(Stored data)
▶

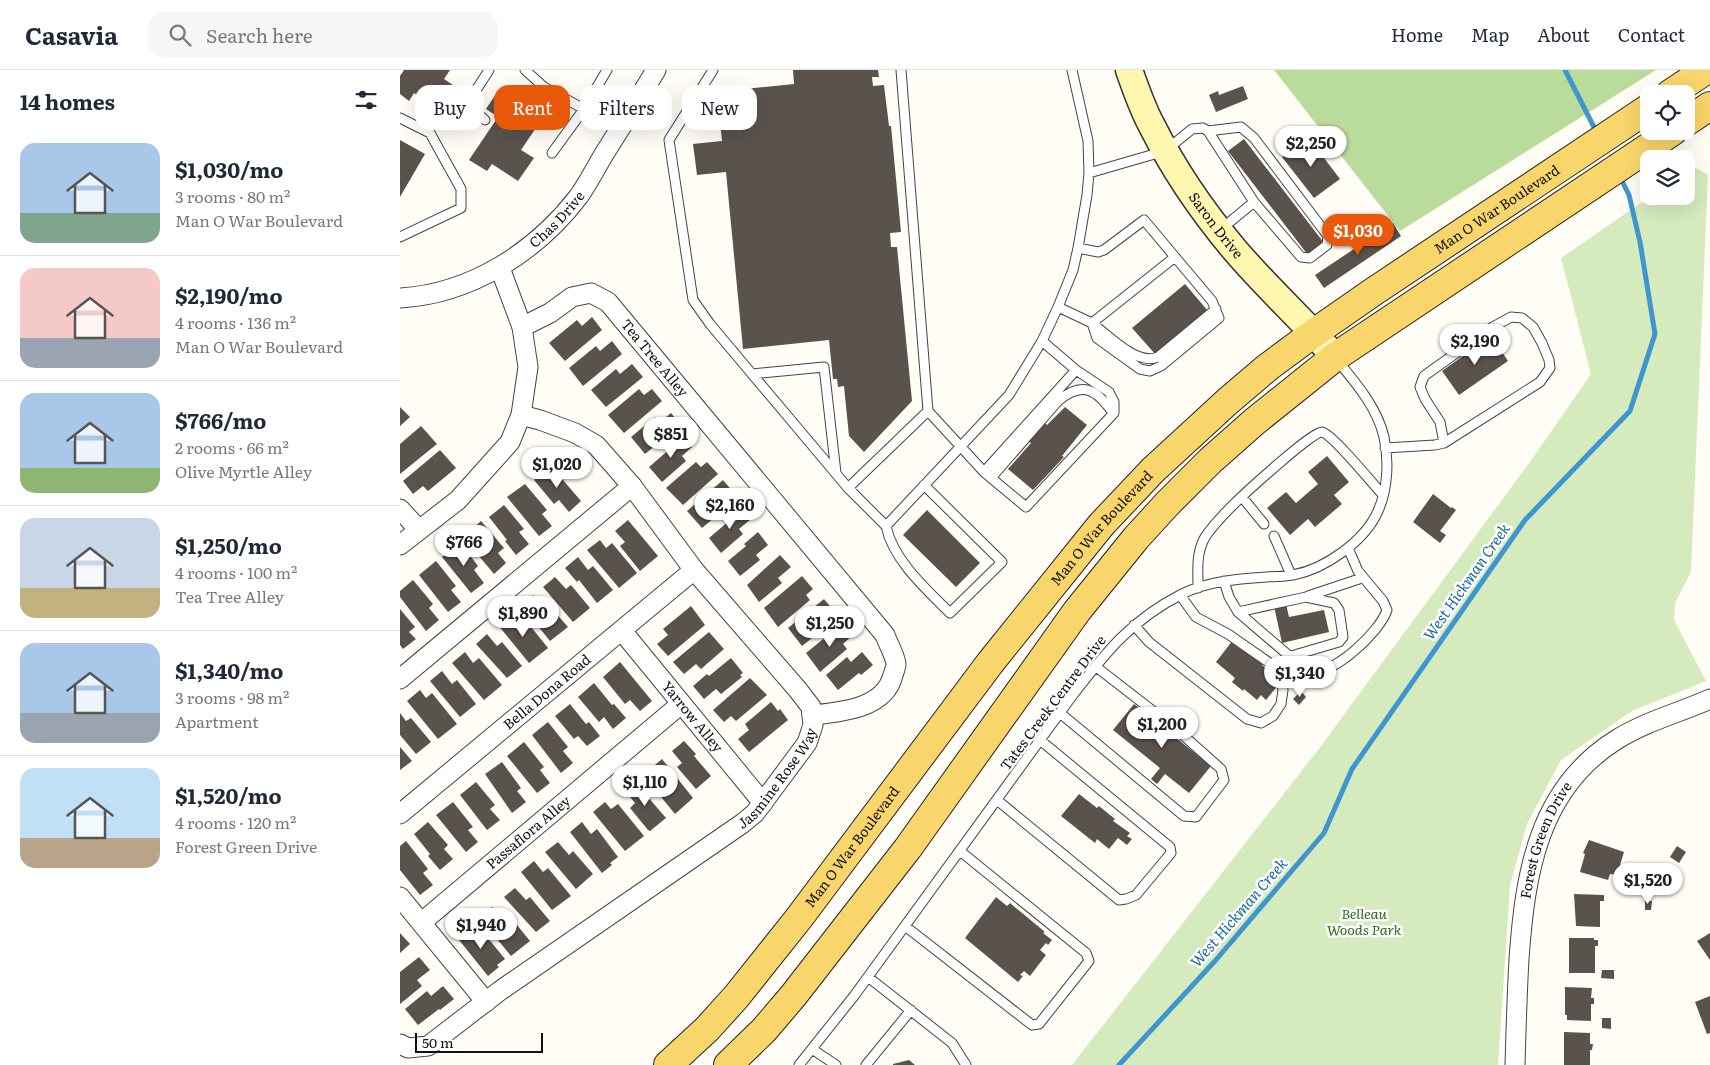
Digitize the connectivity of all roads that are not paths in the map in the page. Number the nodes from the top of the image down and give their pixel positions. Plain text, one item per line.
1 (489, 70) edge
2 (525, 70) edge
3 (607, 70) edge
4 (656, 70) edge
5 (714, 70) edge
6 (901, 70) edge
7 (1072, 70) edge
8 (1128, 70) edge
9 (1706, 70) edge
10 (598, 85) edge
11 (647, 85) edge
12 (1684, 85) edge
13 (1710, 106) edge
14 (580, 107) edge
15 (1640, 113) edge
16 (580, 114) edge
17 (1695, 116) edge
18 (400, 118) edge
19 (485, 120) dead end
20 (619, 130) edge
21 (1208, 130) junction
22 (1660, 140) edge
23 (1165, 150) junction
24 (552, 153) dead end
25 (1089, 174) junction
26 (1254, 202) junction
27 (1220, 230) junction
28 (400, 237) edge
29 (1078, 248) junction
30 (1175, 257) junction
31 (500, 268) junction
32 (400, 298) edge
33 (1058, 307) junction
34 (1092, 323) junction
35 (522, 328) junction
36 (1314, 333) junction
37 (1042, 341) junction
38 (1335, 357) junction
39 (1076, 370) junction
40 (752, 374) junction
41 (928, 411) junction
42 (1114, 413) junction
43 (521, 415) junction
44 (1444, 443) junction
45 (960, 446) junction
46 (1385, 448) junction
47 (836, 473) junction
48 (987, 475) junction
49 (632, 486) junction
50 (924, 486) junction
51 (848, 488) junction
52 (1383, 495) junction
53 (1242, 498) junction
54 (400, 508) edge
55 (1264, 524) dead end
56 (886, 526) junction
57 (419, 530) junction
58 (1274, 536) dead end
59 (400, 545) edge
60 (1348, 548) junction
61 (694, 570) junction
62 (1291, 576) junction
63 (1362, 578) junction
64 (1224, 581) junction
65 (1198, 588) junction
66 (1180, 595) junction
67 (1306, 597) junction
68 (1238, 612) junction
69 (1134, 625) junction
70 (622, 631) junction
71 (1291, 656) junction
72 (1095, 666) junction
73 (400, 679) edge
74 (1710, 698) edge
75 (681, 704) junction
76 (1060, 713) junction
77 (812, 715) junction
78 (1040, 740) junction
79 (997, 800) junction
80 (762, 803) junction
81 (400, 814) edge
82 (960, 851) junction
83 (400, 896) edge
84 (422, 922) junction
85 (905, 926) junction
86 (868, 977) junction
87 (486, 1002) junction
88 (911, 1010) junction
89 (400, 1044) edge
90 (812, 1049) junction
91 (668, 1065) edge
92 (728, 1065) edge
93 (799, 1065) edge
94 (836, 1065) edge
95 (866, 1065) edge
96 (966, 1065) edge
97 (1515, 1065) edge

1 - 19 lane
2 - 14 lane
3 - 10 lane
4 - 11 street, Chas Drive
5 - 40 lane
6 - 41 lane
7 - 25 lane
8 - 23 street, Saron Drive
9 - 12 main road
13 - 17 main road
15 - 36 main road, Man O War Boulevard
16 - 24 lane
18 - 28 lane
20 - 31 street, Chas Drive
21 - 23 lane
21 - 26 lane
21 - 26 lane
22 - 38 main road
23 - 25 lane
23 - 27 street, Saron Drive
25 - 29 lane
26 - 27 lane
27 - 36 street, Saron Drive
29 - 30 lane
29 - 33 lane
30 - 34 lane
30 - 34 lane
31 - 32 street, Chas Drive
31 - 35 street
33 - 34 lane
33 - 37 lane
35 - 43 street
35 - 77 street, Tea Tree Alley
36 - 38 street, Saron Drive
36 - 91 main road, Man O War Boulevard
37 - 39 lane
37 - 45 lane
38 - 46 lane, Tates Creek Centre Drive
38 - 92 main road
39 - 42 lane
39 - 48 lane
40 - 47 lane
40 - 47 lane
41 - 45 lane
41 - 51 lane
42 - 48 lane
42 - 48 lane
43 - 49 street, Jasmine Rose Way
43 - 57 street
44 - 44 lane
44 - 46 lane
45 - 48 lane
45 - 50 lane
46 - 52 lane, Tates Creek Centre Drive
47 - 51 lane
49 - 61 street, Jasmine Rose Way
49 - 73 street
50 - 56 lane
50 - 56 lane
51 - 56 lane
52 - 53 lane
52 - 60 lane, Tates Creek Centre Drive
53 - 55 lane
53 - 65 lane
54 - 57 street
57 - 59 street
58 - 62 lane
60 - 62 lane, Tates Creek Centre Drive
60 - 63 lane
61 - 70 street, Bella Dona Road
61 - 77 street, Jasmine Rose Way
62 - 64 lane, Tates Creek Centre Drive
63 - 67 lane
63 - 71 lane
64 - 65 lane, Tates Creek Centre Drive
64 - 68 lane
65 - 66 lane, Tates Creek Centre Drive
66 - 69 lane, Tates Creek Centre Drive
66 - 69 lane
67 - 68 lane
67 - 71 lane
68 - 71 lane
69 - 72 lane, Tates Creek Centre Drive
70 - 75 street, Yarrow Alley
70 - 81 street, Bella Dona Road
72 - 76 lane, Tates Creek Centre Drive
72 - 76 lane
74 - 97 street, Forest Green Drive
75 - 80 street, Yarrow Alley
75 - 84 street, Passaflora Alley
76 - 78 lane, Tates Creek Centre Drive
77 - 80 street, Jasmine Rose Way
78 - 79 lane, Tates Creek Centre Drive
78 - 79 lane
79 - 82 lane, Tates Creek Centre Drive
80 - 87 street, Jasmine Rose Way
82 - 85 lane, Tates Creek Centre Drive
82 - 85 lane
83 - 84 street
84 - 87 street
85 - 86 lane, Tates Creek Centre Drive
86 - 88 lane
86 - 90 lane, Tates Creek Centre Drive
87 - 89 street, Jasmine Rose Way
88 - 95 lane
88 - 96 lane
90 - 93 lane, Tates Creek Centre Drive
90 - 94 lane

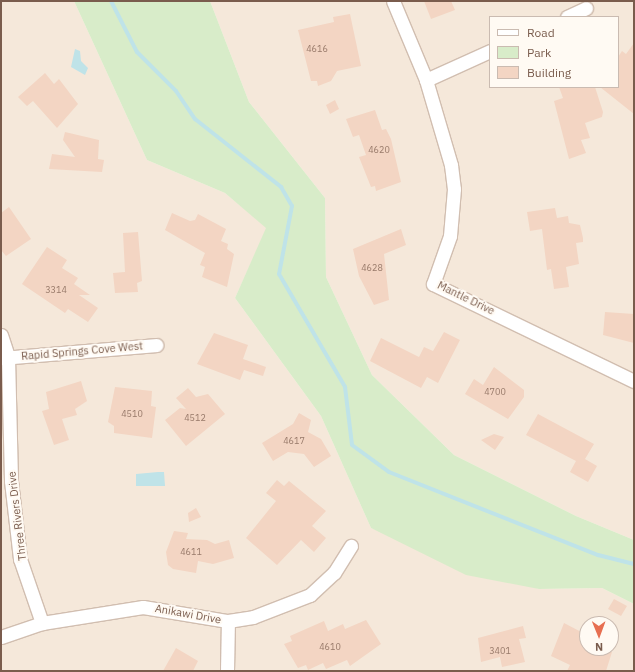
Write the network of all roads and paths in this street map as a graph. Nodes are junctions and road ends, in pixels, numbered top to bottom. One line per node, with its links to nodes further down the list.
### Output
1 (393, 1): 5 (street, Mantle Drive)
2 (586, 8): 3 (street)
3 (569, 16)
4 (489, 51): 5 (street)
5 (426, 80): 9 (street, Mantle Drive)
6 (1, 336): 8 (street, Three Rivers Drive)
7 (156, 346): 8 (street, Rapid Springs Cove West)
8 (5, 357): 12 (street, Three Rivers Drive)
9 (634, 381)
10 (351, 546): 11 (street, Anikawi Drive)
11 (228, 621): 12 (street, Anikawi Drive); 14 (street)
12 (42, 623): 13 (street, Anikawi Drive)
13 (1, 637)
14 (228, 671)

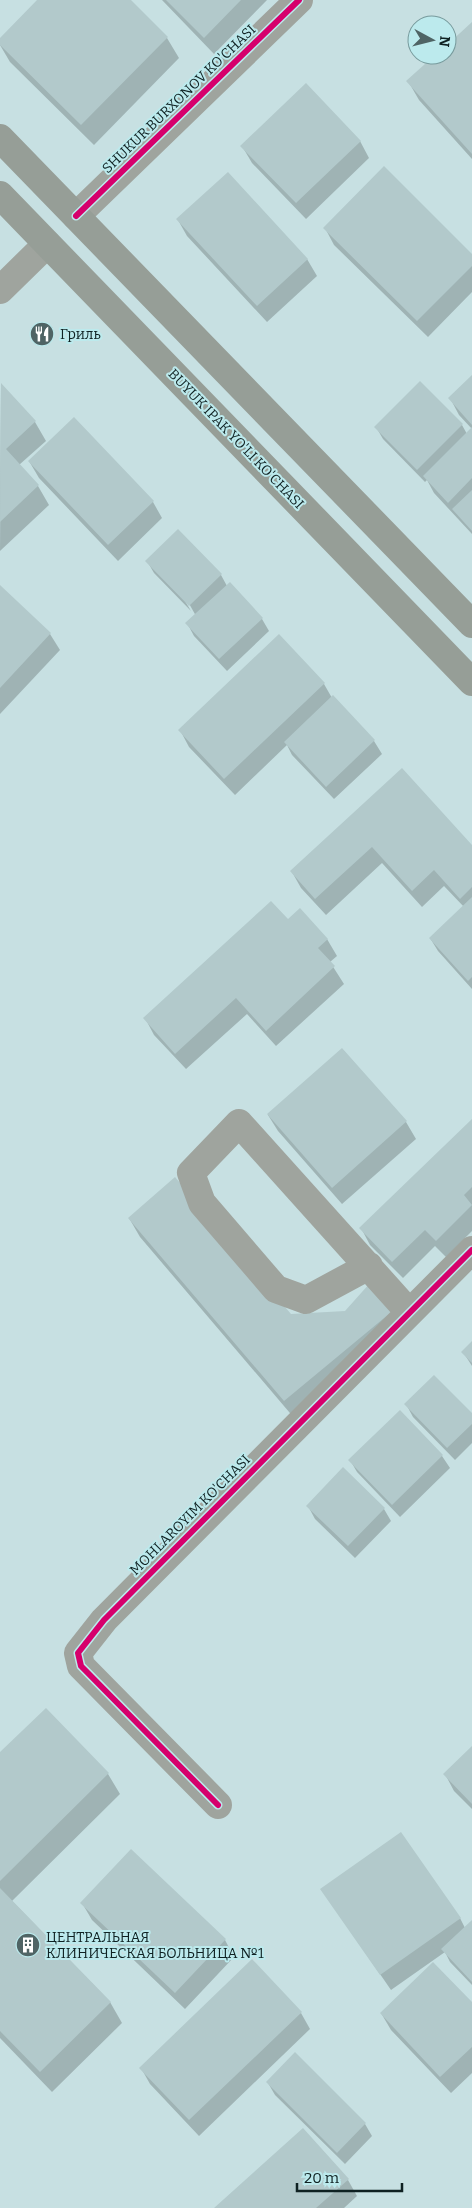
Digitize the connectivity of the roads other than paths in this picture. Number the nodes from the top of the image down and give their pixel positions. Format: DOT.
graph roads {
  1 [pos="299,0"];
  2 [pos="0,138"];
  3 [pos="0,195"];
  4 [pos="76,216"];
  5 [pos="47,244"];
  6 [pos="0,290"];
  7 [pos="472,624"];
  8 [pos="472,682"];
  9 [pos="472,1250"];
  10 [pos="369,1266"];
  11 [pos="409,1312"];
  12 [pos="218,1805"];
  1 -- 4 [label="street, SHUKUR BURXONOV KO'CHASI"];
  2 -- 4 [label="main road"];
  3 -- 5 [label="main road, BUYUK IPAK YO'LI KO'CHASI"];
  4 -- 5 [label="main road, SHUKUR BURXONOV KO'CHASI"];
  4 -- 7 [label="main road"];
  5 -- 6 [label="street, SHUKUR BURXONOV KO'CHASI"];
  5 -- 8 [label="main road, BUYUK IPAK YO'LI KO'CHASI"];
  9 -- 11 [label="street, MOHLAROYIM KO'CHASI"];
  10 -- 10 [label="street"];
  10 -- 11 [label="street"];
  11 -- 12 [label="street, MOHLAROYIM KO'CHASI"];
}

◀

TASK INSTRUCTIONS: Output the records exactly, please. The pictures are not part of the copy.

WRITTEN RESPONSE:
Digitize the connectivity of all roads that are not paths in the map in the page. Number the nodes from the top of the image down and give their pixel positions. Plain text, one item per line.
1 (489, 70) edge
2 (525, 70) edge
3 (607, 70) edge
4 (656, 70) edge
5 (714, 70) edge
6 (901, 70) edge
7 (1072, 70) edge
8 (1128, 70) edge
9 (1706, 70) edge
10 (598, 85) edge
11 (647, 85) edge
12 (1684, 85) edge
13 (1710, 106) edge
14 (580, 107) edge
15 (1640, 113) edge
16 (580, 114) edge
17 (1695, 116) edge
18 (400, 118) edge
19 (485, 120) dead end
20 (619, 130) edge
21 (1208, 130) junction
22 (1660, 140) edge
23 (1165, 150) junction
24 (552, 153) dead end
25 (1089, 174) junction
26 (1254, 202) junction
27 (1220, 230) junction
28 (400, 237) edge
29 (1078, 248) junction
30 (1175, 257) junction
31 (500, 268) junction
32 (400, 298) edge
33 (1058, 307) junction
34 (1092, 323) junction
35 (522, 328) junction
36 (1314, 333) junction
37 (1042, 341) junction
38 (1335, 357) junction
39 (1076, 370) junction
40 (752, 374) junction
41 (928, 411) junction
42 (1114, 413) junction
43 (521, 415) junction
44 (1444, 443) junction
45 (960, 446) junction
46 (1385, 448) junction
47 (836, 473) junction
48 (987, 475) junction
49 (632, 486) junction
50 (924, 486) junction
51 (848, 488) junction
52 (1383, 495) junction
53 (1242, 498) junction
54 (400, 508) edge
55 (1264, 524) dead end
56 (886, 526) junction
57 (419, 530) junction
58 (1274, 536) dead end
59 (400, 545) edge
60 (1348, 548) junction
61 (694, 570) junction
62 (1291, 576) junction
63 (1362, 578) junction
64 (1224, 581) junction
65 (1198, 588) junction
66 (1180, 595) junction
67 (1306, 597) junction
68 (1238, 612) junction
69 (1134, 625) junction
70 (622, 631) junction
71 (1291, 656) junction
72 (1095, 666) junction
73 (400, 679) edge
74 (1710, 698) edge
75 (681, 704) junction
76 (1060, 713) junction
77 (812, 715) junction
78 (1040, 740) junction
79 (997, 800) junction
80 (762, 803) junction
81 (400, 814) edge
82 (960, 851) junction
83 (400, 896) edge
84 (422, 922) junction
85 (905, 926) junction
86 (868, 977) junction
87 (486, 1002) junction
88 (911, 1010) junction
89 (400, 1044) edge
90 (812, 1049) junction
91 (668, 1065) edge
92 (728, 1065) edge
93 (799, 1065) edge
94 (836, 1065) edge
95 (866, 1065) edge
96 (966, 1065) edge
97 (1515, 1065) edge

1 - 19 lane
2 - 14 lane
3 - 10 lane
4 - 11 street, Chas Drive
5 - 40 lane
6 - 41 lane
7 - 25 lane
8 - 23 street, Saron Drive
9 - 12 main road
13 - 17 main road
15 - 36 main road, Man O War Boulevard
16 - 24 lane
18 - 28 lane
20 - 31 street, Chas Drive
21 - 23 lane
21 - 26 lane
21 - 26 lane
22 - 38 main road
23 - 25 lane
23 - 27 street, Saron Drive
25 - 29 lane
26 - 27 lane
27 - 36 street, Saron Drive
29 - 30 lane
29 - 33 lane
30 - 34 lane
30 - 34 lane
31 - 32 street, Chas Drive
31 - 35 street
33 - 34 lane
33 - 37 lane
35 - 43 street
35 - 77 street, Tea Tree Alley
36 - 38 street, Saron Drive
36 - 91 main road, Man O War Boulevard
37 - 39 lane
37 - 45 lane
38 - 46 lane, Tates Creek Centre Drive
38 - 92 main road
39 - 42 lane
39 - 48 lane
40 - 47 lane
40 - 47 lane
41 - 45 lane
41 - 51 lane
42 - 48 lane
42 - 48 lane
43 - 49 street, Jasmine Rose Way
43 - 57 street
44 - 44 lane
44 - 46 lane
45 - 48 lane
45 - 50 lane
46 - 52 lane, Tates Creek Centre Drive
47 - 51 lane
49 - 61 street, Jasmine Rose Way
49 - 73 street
50 - 56 lane
50 - 56 lane
51 - 56 lane
52 - 53 lane
52 - 60 lane, Tates Creek Centre Drive
53 - 55 lane
53 - 65 lane
54 - 57 street
57 - 59 street
58 - 62 lane
60 - 62 lane, Tates Creek Centre Drive
60 - 63 lane
61 - 70 street, Bella Dona Road
61 - 77 street, Jasmine Rose Way
62 - 64 lane, Tates Creek Centre Drive
63 - 67 lane
63 - 71 lane
64 - 65 lane, Tates Creek Centre Drive
64 - 68 lane
65 - 66 lane, Tates Creek Centre Drive
66 - 69 lane, Tates Creek Centre Drive
66 - 69 lane
67 - 68 lane
67 - 71 lane
68 - 71 lane
69 - 72 lane, Tates Creek Centre Drive
70 - 75 street, Yarrow Alley
70 - 81 street, Bella Dona Road
72 - 76 lane, Tates Creek Centre Drive
72 - 76 lane
74 - 97 street, Forest Green Drive
75 - 80 street, Yarrow Alley
75 - 84 street, Passaflora Alley
76 - 78 lane, Tates Creek Centre Drive
77 - 80 street, Jasmine Rose Way
78 - 79 lane, Tates Creek Centre Drive
78 - 79 lane
79 - 82 lane, Tates Creek Centre Drive
80 - 87 street, Jasmine Rose Way
82 - 85 lane, Tates Creek Centre Drive
82 - 85 lane
83 - 84 street
84 - 87 street
85 - 86 lane, Tates Creek Centre Drive
86 - 88 lane
86 - 90 lane, Tates Creek Centre Drive
87 - 89 street, Jasmine Rose Way
88 - 95 lane
88 - 96 lane
90 - 93 lane, Tates Creek Centre Drive
90 - 94 lane

Write the network of all roads and paths in this street map as a graph. Nodes are junctions and road ends, in pixels, numbered top to bottom. One line per node, with its links to nodes further down the list.
### Output
1 (393, 1): 5 (street, Mantle Drive)
2 (586, 8): 3 (street)
3 (569, 16)
4 (489, 51): 5 (street)
5 (426, 80): 9 (street, Mantle Drive)
6 (1, 336): 8 (street, Three Rivers Drive)
7 (156, 346): 8 (street, Rapid Springs Cove West)
8 (5, 357): 12 (street, Three Rivers Drive)
9 (634, 381)
10 (351, 546): 11 (street, Anikawi Drive)
11 (228, 621): 12 (street, Anikawi Drive); 14 (street)
12 (42, 623): 13 (street, Anikawi Drive)
13 (1, 637)
14 (228, 671)

Digitize the connectivity of the roads other than paths in this picture. Number the nodes from the top of the image down and give their pixel positions. Format: DOT.
graph roads {
  1 [pos="299,0"];
  2 [pos="0,138"];
  3 [pos="0,195"];
  4 [pos="76,216"];
  5 [pos="47,244"];
  6 [pos="0,290"];
  7 [pos="472,624"];
  8 [pos="472,682"];
  9 [pos="472,1250"];
  10 [pos="369,1266"];
  11 [pos="409,1312"];
  12 [pos="218,1805"];
  1 -- 4 [label="street, SHUKUR BURXONOV KO'CHASI"];
  2 -- 4 [label="main road"];
  3 -- 5 [label="main road, BUYUK IPAK YO'LI KO'CHASI"];
  4 -- 5 [label="main road, SHUKUR BURXONOV KO'CHASI"];
  4 -- 7 [label="main road"];
  5 -- 6 [label="street, SHUKUR BURXONOV KO'CHASI"];
  5 -- 8 [label="main road, BUYUK IPAK YO'LI KO'CHASI"];
  9 -- 11 [label="street, MOHLAROYIM KO'CHASI"];
  10 -- 10 [label="street"];
  10 -- 11 [label="street"];
  11 -- 12 [label="street, MOHLAROYIM KO'CHASI"];
}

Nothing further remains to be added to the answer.